Mas o que realmente chamou sua atenção foi o grande sofá ao lado, rodeado por plantas que traziam vida ao ambiente. O cheiro suave de café e madeira recém-polida perfumava o ar. Carla, sem resistir, se deixou cair no sofá com um suspiro de alívio. Por um momento, fechou os olhos, o cansaço a atingiu com força. Mas, antes que pudesse se entregar ao sono, se deu conta de que poderia parecer desrespeitosa para a recepcionista. Ela se endireitou rapidamente, tentando manter a compostura.
— Ah, claro, imagino o sono que você deve estar tendo — comentou, olhando para Carla.
Ela desviou o olhar, corando levemente, envergonhada por ter se comportado de forma tão descuidada.
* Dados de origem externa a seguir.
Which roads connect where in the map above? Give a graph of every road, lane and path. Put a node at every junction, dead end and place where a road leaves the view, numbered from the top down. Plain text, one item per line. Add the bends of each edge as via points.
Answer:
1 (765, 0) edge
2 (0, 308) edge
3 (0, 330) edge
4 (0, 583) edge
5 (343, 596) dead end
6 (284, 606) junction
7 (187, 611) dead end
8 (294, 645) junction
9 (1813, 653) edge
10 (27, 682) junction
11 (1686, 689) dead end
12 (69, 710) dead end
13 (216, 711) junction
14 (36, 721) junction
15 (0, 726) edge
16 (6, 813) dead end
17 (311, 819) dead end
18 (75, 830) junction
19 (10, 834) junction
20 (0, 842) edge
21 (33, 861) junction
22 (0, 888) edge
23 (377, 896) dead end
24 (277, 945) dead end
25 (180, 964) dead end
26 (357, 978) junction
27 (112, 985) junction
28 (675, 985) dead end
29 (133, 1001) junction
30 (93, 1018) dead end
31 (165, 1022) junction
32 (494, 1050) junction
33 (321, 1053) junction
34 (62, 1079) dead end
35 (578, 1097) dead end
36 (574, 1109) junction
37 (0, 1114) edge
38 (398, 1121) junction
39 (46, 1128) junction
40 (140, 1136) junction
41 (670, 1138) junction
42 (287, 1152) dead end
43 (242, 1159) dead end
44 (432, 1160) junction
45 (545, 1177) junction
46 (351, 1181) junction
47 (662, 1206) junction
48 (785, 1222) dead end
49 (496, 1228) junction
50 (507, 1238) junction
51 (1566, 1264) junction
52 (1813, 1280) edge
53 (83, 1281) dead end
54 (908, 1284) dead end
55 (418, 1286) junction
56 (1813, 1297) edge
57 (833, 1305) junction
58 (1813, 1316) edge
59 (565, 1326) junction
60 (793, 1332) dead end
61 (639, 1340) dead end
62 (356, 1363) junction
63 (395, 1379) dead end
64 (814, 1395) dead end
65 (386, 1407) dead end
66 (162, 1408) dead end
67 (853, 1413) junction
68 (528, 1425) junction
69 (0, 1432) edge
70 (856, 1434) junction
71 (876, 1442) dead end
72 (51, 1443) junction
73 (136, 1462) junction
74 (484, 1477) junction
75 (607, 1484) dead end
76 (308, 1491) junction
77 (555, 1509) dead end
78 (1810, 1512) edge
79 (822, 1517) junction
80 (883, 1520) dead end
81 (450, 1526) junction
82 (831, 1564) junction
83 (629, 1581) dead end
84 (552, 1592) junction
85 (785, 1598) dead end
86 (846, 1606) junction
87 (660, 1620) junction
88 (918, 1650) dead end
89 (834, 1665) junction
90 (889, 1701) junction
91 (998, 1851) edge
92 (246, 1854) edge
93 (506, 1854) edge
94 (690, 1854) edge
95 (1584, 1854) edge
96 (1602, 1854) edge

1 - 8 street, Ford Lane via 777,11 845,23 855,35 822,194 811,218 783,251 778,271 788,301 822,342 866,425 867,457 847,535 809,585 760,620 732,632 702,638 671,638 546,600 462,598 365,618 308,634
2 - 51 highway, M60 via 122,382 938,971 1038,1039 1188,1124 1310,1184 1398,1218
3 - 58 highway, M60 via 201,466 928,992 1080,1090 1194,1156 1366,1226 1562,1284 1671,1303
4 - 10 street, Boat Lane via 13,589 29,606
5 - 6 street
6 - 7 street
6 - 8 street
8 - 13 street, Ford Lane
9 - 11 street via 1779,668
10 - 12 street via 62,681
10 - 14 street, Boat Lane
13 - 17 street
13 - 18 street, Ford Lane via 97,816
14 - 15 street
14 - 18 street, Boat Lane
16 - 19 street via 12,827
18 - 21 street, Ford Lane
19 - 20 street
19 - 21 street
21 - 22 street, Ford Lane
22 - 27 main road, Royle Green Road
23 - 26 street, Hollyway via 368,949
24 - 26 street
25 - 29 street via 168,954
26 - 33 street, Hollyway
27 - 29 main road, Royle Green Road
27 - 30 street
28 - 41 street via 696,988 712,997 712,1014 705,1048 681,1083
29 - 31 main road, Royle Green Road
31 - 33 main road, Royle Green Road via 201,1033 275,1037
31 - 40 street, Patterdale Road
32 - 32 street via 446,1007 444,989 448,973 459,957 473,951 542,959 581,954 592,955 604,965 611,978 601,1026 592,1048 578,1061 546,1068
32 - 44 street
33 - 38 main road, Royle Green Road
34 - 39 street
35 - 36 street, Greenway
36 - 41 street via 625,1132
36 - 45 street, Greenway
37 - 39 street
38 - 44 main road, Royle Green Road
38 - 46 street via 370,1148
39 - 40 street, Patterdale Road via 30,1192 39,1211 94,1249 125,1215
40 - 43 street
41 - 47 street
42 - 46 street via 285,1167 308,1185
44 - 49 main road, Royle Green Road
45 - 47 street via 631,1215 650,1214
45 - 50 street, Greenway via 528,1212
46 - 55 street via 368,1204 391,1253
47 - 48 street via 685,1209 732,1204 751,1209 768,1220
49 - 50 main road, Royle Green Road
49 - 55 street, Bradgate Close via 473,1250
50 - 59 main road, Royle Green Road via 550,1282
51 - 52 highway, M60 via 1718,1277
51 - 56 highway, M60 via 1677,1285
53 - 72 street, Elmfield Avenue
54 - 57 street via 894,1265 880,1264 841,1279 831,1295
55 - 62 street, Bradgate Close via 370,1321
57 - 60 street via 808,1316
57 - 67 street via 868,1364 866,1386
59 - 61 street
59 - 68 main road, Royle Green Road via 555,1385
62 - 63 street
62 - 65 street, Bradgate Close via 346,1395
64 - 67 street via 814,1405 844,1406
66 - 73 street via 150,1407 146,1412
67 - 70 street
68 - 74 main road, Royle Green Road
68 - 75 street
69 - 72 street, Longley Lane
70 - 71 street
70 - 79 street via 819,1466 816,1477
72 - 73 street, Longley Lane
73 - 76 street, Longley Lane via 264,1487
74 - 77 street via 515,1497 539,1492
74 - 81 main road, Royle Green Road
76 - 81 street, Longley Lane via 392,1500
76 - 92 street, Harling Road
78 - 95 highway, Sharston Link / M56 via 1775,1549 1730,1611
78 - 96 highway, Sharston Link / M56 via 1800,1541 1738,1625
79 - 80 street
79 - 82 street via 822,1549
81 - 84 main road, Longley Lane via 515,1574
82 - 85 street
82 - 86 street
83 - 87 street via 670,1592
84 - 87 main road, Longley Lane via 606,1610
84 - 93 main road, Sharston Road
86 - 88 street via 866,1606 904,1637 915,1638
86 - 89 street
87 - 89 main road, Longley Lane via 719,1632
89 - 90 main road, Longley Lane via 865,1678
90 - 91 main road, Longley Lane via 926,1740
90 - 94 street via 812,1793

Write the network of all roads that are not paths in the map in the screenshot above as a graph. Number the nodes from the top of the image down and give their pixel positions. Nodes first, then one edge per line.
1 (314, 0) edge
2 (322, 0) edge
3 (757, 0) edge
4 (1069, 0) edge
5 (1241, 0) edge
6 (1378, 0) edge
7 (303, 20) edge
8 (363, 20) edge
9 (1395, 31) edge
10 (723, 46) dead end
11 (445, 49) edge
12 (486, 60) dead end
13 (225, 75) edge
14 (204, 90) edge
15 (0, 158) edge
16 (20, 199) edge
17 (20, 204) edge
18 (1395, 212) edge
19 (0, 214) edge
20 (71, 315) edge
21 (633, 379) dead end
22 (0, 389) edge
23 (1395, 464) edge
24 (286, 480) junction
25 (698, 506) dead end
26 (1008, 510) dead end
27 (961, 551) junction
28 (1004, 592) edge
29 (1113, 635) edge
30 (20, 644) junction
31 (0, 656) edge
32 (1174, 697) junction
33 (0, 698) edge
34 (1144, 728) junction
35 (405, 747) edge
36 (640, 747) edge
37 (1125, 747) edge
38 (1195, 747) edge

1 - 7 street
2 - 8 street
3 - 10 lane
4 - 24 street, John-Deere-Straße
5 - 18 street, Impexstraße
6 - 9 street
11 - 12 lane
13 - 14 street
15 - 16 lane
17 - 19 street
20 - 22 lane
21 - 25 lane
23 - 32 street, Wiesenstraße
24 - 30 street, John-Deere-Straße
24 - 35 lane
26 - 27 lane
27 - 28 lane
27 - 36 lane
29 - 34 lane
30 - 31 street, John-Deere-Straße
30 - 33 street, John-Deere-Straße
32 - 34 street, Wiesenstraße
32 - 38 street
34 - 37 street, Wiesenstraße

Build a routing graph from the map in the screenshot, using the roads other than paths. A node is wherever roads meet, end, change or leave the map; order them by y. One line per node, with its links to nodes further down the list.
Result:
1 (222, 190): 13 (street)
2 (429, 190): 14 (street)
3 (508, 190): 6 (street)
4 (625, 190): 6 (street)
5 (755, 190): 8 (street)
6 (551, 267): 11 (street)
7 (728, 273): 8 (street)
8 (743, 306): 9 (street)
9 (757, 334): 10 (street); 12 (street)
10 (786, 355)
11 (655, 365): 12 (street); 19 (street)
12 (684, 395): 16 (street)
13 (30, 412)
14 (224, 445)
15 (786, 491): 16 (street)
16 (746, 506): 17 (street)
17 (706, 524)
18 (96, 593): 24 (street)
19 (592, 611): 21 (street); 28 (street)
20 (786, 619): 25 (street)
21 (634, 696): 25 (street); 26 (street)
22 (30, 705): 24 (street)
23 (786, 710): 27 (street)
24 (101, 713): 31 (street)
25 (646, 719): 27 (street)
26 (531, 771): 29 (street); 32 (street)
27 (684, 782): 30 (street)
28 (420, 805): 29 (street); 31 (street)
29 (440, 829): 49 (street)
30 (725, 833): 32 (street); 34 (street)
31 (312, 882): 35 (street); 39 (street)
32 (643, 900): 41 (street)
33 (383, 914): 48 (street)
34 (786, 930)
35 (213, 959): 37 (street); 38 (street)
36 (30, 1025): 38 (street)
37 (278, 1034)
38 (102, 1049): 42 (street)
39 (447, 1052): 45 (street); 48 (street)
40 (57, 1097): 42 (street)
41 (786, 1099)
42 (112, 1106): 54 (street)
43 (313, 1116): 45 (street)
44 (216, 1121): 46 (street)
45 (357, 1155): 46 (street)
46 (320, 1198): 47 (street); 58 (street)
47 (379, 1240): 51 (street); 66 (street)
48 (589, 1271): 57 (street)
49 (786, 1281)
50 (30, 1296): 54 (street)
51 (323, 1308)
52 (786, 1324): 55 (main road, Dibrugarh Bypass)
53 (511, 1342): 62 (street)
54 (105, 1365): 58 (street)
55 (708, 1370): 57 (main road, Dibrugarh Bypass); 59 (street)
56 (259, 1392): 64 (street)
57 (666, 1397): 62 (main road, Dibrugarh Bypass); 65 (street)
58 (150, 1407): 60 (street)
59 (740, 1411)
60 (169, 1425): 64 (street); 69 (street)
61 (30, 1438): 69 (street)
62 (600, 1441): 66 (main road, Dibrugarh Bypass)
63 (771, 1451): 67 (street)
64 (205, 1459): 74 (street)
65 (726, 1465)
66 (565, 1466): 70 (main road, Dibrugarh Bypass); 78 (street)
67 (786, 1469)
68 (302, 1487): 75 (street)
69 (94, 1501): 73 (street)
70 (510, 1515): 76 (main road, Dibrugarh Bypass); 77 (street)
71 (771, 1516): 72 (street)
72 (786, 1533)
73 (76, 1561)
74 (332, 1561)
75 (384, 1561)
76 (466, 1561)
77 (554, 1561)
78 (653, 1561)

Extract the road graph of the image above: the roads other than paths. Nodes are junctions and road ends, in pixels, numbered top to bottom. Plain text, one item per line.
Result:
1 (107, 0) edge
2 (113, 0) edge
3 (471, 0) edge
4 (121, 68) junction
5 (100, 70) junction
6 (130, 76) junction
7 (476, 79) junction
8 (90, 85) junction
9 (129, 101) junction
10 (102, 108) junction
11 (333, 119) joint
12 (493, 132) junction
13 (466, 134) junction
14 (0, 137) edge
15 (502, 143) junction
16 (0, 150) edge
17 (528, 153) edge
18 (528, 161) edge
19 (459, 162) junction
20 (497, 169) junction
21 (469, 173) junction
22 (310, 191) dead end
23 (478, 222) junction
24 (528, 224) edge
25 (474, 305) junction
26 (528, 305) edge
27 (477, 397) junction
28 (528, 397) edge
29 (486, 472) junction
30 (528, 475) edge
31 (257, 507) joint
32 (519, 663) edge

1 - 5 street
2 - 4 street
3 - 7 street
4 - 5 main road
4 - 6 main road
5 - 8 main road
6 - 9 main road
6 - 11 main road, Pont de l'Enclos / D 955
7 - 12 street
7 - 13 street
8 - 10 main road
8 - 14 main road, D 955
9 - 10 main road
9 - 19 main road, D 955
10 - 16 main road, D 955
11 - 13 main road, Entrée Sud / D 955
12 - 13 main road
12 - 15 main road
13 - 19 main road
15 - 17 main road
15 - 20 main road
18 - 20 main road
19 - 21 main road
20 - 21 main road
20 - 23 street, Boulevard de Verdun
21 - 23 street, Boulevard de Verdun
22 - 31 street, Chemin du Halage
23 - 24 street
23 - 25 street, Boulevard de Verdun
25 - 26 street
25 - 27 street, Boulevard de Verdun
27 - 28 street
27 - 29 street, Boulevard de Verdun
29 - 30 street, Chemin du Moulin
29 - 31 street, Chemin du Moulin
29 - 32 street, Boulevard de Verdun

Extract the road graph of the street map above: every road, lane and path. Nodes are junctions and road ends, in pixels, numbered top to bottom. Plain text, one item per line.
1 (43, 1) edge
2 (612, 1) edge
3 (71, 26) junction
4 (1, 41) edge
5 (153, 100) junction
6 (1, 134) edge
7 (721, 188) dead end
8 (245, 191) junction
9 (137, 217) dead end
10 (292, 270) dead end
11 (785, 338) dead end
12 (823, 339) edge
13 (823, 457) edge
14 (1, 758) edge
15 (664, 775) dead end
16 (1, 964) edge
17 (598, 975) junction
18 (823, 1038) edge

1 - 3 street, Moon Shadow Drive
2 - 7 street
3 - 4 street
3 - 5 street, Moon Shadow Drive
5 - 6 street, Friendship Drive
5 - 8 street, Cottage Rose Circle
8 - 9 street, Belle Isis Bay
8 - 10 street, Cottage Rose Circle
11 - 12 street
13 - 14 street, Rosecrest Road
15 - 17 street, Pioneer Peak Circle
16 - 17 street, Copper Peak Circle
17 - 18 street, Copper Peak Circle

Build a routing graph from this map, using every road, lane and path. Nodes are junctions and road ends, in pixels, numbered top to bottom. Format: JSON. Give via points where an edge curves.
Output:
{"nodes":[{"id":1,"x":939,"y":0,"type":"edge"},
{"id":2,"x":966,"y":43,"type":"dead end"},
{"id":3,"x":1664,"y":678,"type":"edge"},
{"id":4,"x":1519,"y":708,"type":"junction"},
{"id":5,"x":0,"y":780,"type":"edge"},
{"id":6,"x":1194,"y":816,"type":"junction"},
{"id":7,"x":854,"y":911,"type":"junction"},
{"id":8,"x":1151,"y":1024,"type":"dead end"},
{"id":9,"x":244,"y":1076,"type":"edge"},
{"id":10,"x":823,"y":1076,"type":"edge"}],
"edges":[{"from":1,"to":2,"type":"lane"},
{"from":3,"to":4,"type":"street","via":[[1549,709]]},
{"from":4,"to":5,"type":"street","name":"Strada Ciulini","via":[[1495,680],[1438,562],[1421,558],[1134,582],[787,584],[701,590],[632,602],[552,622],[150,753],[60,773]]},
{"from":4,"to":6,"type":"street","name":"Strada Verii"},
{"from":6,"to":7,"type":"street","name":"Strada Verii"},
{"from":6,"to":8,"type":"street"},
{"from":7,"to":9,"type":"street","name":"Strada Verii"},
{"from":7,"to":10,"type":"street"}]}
— D-Desculpe… Só estou com um pouco de sono.
A recepcionista riu suavemente, seu riso suave como uma brisa tranquilizadora. Ela se aproximou com um sorriso acolhedor, sua postura relaxada.
— Ei, ei, não precisa fazer esforço para se manter acordada. Você conseguiu chegar, agora pode dormir. Use as almofadas do sofá para seu conforto.
Surpresa com a gentileza da recepcionista, Carla bocejou sem conter. Ela olhou para a mulher com um sorriso tímido.
— Sério? — ela olhou para a recepcionista, ainda meio atordoada — Você não se importaria?
— Claro que não. Melhor você descansar para a missão. — respondeu, com a mesma tranquilidade.
Sem hesitar, Carla se deitou novamente no sofá, fechando os olhos com a sensação de conforto e segurança. Em questão de segundos, o sono a envolveu, como um abraço acolhedor, afastando as tensões do longo caminho percorrido. Ela estava finalmente ali, prestes a embarcar numa das maiores aventuras da sua vida. E, por um momento, a tranquilidade parecia ser a melhor recompensa.